LINQ to SQL is designed to be a rapid application development tool for smaller applications. With this in mind, you probably wouldn’t expect it to scale particularly well – but this doesn’t mean that you shouldn’t be concerned about how it handles your connections under the hood!I was asked the other day about context lifespan, and how it affects performance. I couldn’t really answer the question with any authority as I didn’t actually know what the data context was doing with the associated connection. So I finally got time this evening to sit and write a couple of tests to find out, and while the results aren’t particularly surprising it’s a good thing to know. Here’s how I went about it…
First things first – if I’m intending to monitor my connection I’ll need to subscribe to some kind of state change event. Luckily for me the DataContext object exposes the underlying connection, and it’s associated StateChange event. This allowed me to find out what state I’d moved from, and to. Next up I wrote a simple LINQ to SQL query to get me around 100 records from a local database, and an insert method to add a record to a table. I then threw in some tracing to let me know what was going on and there you have it – a LINQ to SQL connection monitor. Now, the results?
As I said, they’re not particularly surprising. For the select query we open the connection twice at the beginning of the for loop (my mechanism for forcing the execution), then once more for the duration of the for loop as we iterate across the collection. The same result (3 opens, 3 closes) occurs when we force immediate execution through the use of the .First() extension method.
For the insert statement – just a single connection open and close.
There is a caveat here, in that if you provide your own connection to the DataContext you’re using and you open the connection explicitly before hand the DataContext will attempt to leave it in the state it was provided in. Isn’t it a good guest?

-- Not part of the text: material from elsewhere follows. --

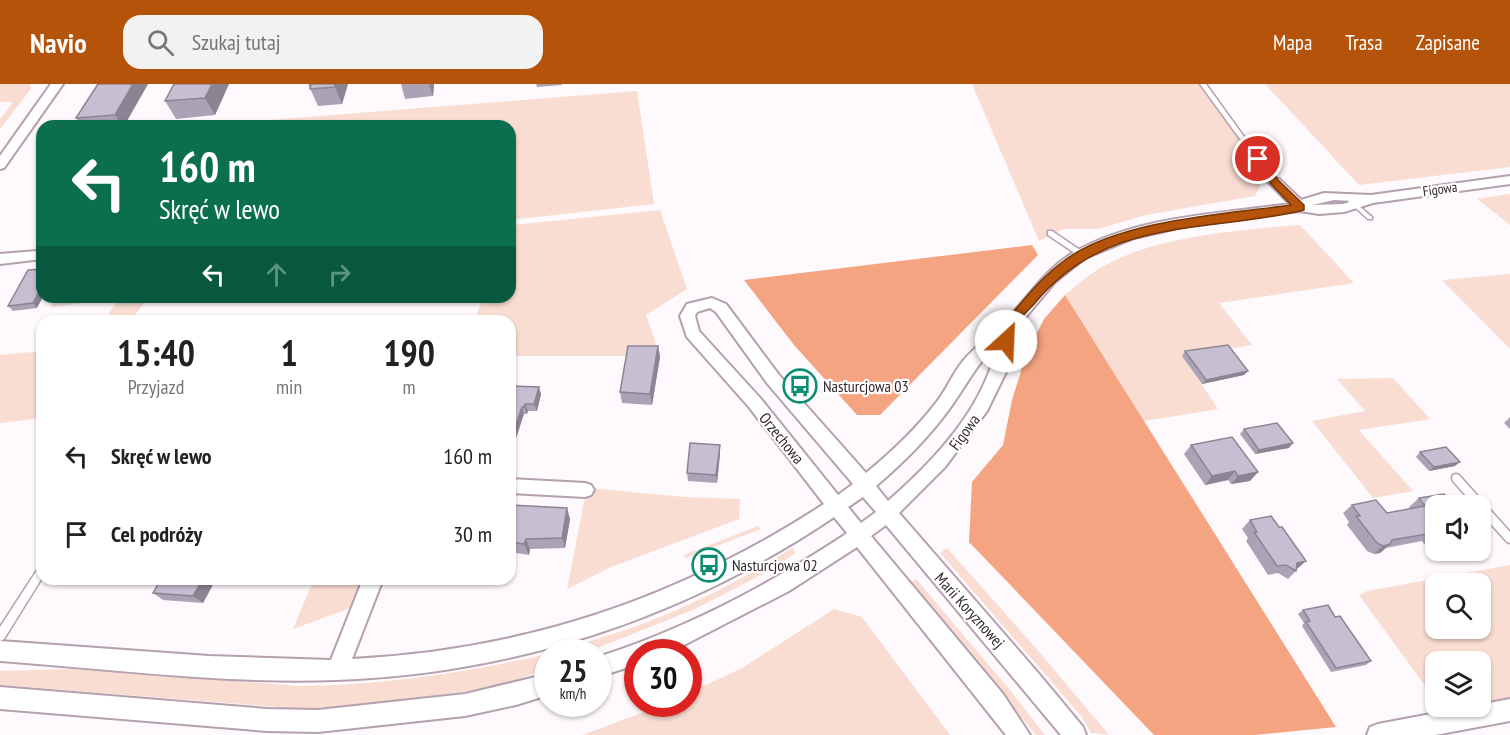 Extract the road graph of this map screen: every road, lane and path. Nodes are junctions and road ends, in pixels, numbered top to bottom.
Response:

If you’re interested in learning more about the way LINQ to SQL works with databases there’s plenty of good stuff here
Well….tried both approches.
1. using the connection used when creating the databasemodel and..
2. giving it an open connection
Performancewise the connection-approch was only marginally, and not always faster.
BUT it did solve a problem we had with using the right database when moving from development to live servers, so thanks for this post.
I believe there’s been a bit of work done under the hood since this post so the characteristics may have changed. That said I’m glad it helped!